Your reply should be made up of every line in the records below that holds the string "Street".

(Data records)
--
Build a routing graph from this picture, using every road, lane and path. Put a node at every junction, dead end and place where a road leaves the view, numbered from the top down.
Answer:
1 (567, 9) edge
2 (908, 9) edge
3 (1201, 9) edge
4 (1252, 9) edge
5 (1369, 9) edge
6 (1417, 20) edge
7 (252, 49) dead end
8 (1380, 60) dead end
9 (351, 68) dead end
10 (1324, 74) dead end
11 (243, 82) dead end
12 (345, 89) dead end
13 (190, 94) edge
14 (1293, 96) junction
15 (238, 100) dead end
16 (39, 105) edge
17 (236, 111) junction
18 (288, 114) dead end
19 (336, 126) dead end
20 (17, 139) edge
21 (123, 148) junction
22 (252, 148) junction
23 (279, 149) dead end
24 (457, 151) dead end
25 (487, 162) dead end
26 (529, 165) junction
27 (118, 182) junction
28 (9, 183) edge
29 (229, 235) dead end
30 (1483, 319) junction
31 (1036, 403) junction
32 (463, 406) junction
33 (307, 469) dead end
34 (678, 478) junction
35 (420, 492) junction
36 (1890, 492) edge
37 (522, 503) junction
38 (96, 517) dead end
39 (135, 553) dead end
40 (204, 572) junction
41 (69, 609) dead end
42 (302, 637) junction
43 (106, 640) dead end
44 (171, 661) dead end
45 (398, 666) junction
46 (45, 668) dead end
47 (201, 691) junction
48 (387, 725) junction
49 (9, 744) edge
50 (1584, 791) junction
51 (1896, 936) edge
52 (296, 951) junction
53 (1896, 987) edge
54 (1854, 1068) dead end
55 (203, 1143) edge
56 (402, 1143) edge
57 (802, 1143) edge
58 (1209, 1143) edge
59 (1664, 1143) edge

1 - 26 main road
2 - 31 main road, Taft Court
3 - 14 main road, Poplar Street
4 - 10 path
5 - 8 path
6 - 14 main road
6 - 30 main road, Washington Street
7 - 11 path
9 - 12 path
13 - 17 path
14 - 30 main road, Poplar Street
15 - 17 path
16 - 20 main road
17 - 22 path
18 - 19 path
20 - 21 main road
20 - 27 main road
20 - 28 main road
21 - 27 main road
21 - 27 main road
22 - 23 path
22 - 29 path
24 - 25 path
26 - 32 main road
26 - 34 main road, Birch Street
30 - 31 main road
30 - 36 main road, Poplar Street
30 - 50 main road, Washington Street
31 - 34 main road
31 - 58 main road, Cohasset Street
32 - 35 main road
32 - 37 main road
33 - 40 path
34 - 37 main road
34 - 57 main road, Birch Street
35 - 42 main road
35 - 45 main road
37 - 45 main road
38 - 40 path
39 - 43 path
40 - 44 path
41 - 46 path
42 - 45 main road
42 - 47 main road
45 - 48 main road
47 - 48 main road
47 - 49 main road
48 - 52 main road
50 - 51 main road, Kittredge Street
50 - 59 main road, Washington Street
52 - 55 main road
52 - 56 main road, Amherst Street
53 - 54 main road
--
Output for this exercise:
3 - 14 main road, Poplar Street
6 - 30 main road, Washington Street
14 - 30 main road, Poplar Street
26 - 34 main road, Birch Street
30 - 36 main road, Poplar Street
30 - 50 main road, Washington Street
31 - 58 main road, Cohasset Street
34 - 57 main road, Birch Street
50 - 51 main road, Kittredge Street
50 - 59 main road, Washington Street
52 - 56 main road, Amherst Street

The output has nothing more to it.